PROBLEM STATEMENT:
Keep only the lines that hold the string "roads", filtering out the rest of the entries below.

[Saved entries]

******

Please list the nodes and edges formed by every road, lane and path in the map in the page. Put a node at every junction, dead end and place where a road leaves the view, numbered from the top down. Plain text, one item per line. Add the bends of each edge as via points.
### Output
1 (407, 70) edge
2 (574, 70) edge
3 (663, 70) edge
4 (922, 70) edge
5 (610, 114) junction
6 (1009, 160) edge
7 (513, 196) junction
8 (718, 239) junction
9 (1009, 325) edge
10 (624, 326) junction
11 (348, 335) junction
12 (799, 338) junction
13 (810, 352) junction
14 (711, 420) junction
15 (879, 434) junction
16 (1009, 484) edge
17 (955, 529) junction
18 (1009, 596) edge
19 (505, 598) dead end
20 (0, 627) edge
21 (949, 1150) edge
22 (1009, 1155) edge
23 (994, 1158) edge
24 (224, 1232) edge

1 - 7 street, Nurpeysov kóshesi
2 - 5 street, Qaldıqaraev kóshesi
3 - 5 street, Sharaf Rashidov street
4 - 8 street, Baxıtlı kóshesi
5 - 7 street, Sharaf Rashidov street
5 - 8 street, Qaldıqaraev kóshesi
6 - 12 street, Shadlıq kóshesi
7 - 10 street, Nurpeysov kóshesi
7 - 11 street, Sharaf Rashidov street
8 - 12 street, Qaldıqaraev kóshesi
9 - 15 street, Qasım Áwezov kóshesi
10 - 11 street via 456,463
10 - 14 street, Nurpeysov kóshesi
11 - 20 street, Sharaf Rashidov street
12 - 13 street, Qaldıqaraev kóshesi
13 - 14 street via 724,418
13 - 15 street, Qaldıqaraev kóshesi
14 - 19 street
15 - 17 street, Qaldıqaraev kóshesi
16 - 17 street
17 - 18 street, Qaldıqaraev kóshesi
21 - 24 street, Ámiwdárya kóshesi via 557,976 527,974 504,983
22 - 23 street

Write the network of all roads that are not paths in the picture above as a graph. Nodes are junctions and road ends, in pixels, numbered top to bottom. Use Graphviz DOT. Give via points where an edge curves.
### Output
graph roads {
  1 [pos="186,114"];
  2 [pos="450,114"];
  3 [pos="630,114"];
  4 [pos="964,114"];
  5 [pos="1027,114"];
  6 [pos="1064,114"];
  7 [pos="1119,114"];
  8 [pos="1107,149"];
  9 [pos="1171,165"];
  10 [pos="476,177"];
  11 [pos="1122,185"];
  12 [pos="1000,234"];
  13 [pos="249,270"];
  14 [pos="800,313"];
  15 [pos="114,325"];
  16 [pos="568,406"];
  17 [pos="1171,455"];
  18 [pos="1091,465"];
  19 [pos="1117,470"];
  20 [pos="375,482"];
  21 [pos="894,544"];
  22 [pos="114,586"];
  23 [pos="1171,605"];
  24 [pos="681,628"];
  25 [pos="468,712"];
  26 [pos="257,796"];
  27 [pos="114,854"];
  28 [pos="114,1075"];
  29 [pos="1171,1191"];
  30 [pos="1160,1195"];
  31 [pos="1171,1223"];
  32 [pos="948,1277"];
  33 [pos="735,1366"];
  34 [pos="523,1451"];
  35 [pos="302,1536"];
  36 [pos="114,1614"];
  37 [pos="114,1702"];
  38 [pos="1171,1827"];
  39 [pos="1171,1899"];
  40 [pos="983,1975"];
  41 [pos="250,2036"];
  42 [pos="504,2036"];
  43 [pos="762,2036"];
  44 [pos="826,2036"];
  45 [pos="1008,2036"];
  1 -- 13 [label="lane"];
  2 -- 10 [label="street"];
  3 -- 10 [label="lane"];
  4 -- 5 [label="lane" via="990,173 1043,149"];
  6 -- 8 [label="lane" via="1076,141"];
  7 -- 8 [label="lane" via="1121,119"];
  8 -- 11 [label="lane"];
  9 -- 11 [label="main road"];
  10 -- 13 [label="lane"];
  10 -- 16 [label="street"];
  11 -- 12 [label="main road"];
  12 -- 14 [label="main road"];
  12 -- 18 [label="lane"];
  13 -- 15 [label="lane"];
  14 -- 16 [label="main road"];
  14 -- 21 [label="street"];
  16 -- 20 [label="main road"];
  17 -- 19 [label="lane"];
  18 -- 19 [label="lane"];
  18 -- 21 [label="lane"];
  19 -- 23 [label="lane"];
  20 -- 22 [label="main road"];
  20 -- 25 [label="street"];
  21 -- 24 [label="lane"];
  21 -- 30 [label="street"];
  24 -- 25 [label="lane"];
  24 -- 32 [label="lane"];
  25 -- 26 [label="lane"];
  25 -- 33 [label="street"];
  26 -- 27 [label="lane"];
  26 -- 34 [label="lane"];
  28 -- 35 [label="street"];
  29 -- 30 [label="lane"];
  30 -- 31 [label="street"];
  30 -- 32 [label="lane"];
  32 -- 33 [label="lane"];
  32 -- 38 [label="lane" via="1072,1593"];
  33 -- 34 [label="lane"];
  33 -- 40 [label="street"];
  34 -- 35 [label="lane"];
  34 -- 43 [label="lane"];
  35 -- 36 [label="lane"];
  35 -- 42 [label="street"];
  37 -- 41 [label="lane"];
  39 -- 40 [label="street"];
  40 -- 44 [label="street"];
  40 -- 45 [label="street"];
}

******

YOUR SOLUTION:
Write the network of all roads that are not paths in the picture above as a graph. Nodes are junctions and road ends, in pixels, numbered top to bottom. Use Graphviz DOT. Give via points where an edge curves.
graph roads {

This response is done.